The final moments of the film are made so deeply effective by the characters' choices throughout the film. The girlfriend Christa chooses faith in her partner and humanity over the "safety" of following the will of the state (in the form of the advances of lecherous Minister of Culture, Bruno Hempf); the playwright Dreyman chooses to become an activist in the wake of his friend's suicide; and Wiesler himself chooses, in the end, to try and save Dreyman by stealing evidence (a typewriter) that would prove his treason.

But Wiesler's heroic act is one that remains known only to him, its revelation undermined in the face of tragedy, Christa's suicide (as she believes to have betrayed her lover). But it is not until years later, after the wall comes down, that Dreyman learns that he had been under surveillance during the time of his subversive activity (writing an article to expose the high suicide rates in the GDR). Dreyman becomes confused as to why the Stasi did not intervene and goes to their archives (shot AMZAZINGLY in the real Stasi archives) to learn of the man who watched him.

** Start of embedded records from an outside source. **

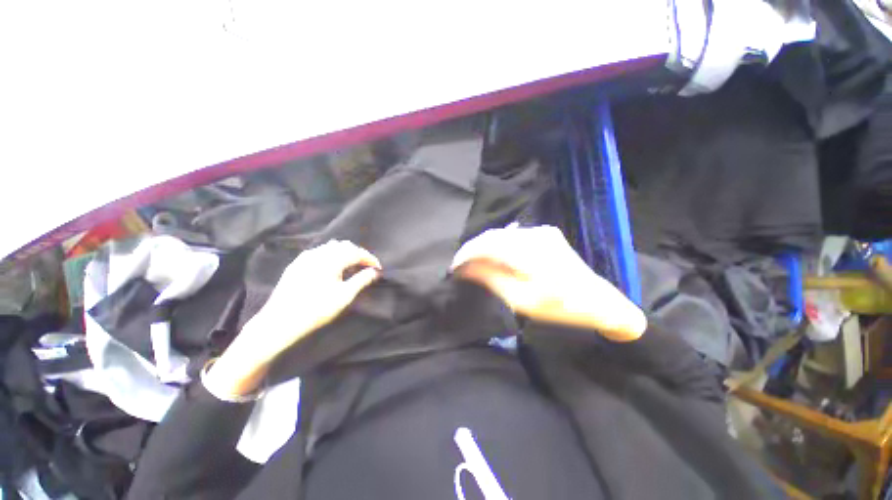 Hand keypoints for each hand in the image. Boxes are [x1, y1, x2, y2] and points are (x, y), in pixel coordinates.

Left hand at [206, 240, 380, 396]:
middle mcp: (318, 253)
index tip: (378, 268)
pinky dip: (330, 255)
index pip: (356, 252)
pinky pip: (318, 252)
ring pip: (330, 247)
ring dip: (344, 253)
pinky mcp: (296, 265)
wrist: (280, 322)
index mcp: (331, 259)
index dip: (370, 259)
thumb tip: (375, 271)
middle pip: (344, 246)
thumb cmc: (316, 309)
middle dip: (358, 254)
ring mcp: (305, 258)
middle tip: (365, 266)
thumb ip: (362, 280)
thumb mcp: (344, 296)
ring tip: (350, 266)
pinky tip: (331, 267)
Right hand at [452, 225, 645, 341]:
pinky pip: (514, 236)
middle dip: (473, 250)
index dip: (466, 253)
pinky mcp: (546, 234)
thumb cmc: (560, 307)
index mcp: (529, 252)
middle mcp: (534, 234)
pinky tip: (494, 257)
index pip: (487, 244)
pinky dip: (500, 245)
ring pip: (502, 235)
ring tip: (474, 263)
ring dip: (485, 247)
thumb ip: (490, 279)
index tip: (453, 266)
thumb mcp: (521, 299)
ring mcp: (541, 231)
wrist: (599, 302)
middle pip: (493, 236)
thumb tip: (465, 268)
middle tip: (461, 266)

He finds Weisler's initials HGW, learns his name, and goes to find him, to confront him. But upon seeing him, now as a simple, harmless mailman, he changes his mind. And so Weiman's life is to continue without his act of compassion and bravery being acknowledged. Until.....a few years later he passes a bookstore window and sees book promotion for the writer he followed all those years before.

Weiman leaves his mail cart, enters the store, and picks up the book. Inside, the dedication reads "To HGW XX/7, with gratitude". As the camera sits for the few frames on this one page of the book, the power and poignancy of what it means to be seen...appreciated..., LOVED, is utterly profound.  The salesclerk asks if he wants it gift-wrapped but Weiman responds, "No, it's for me."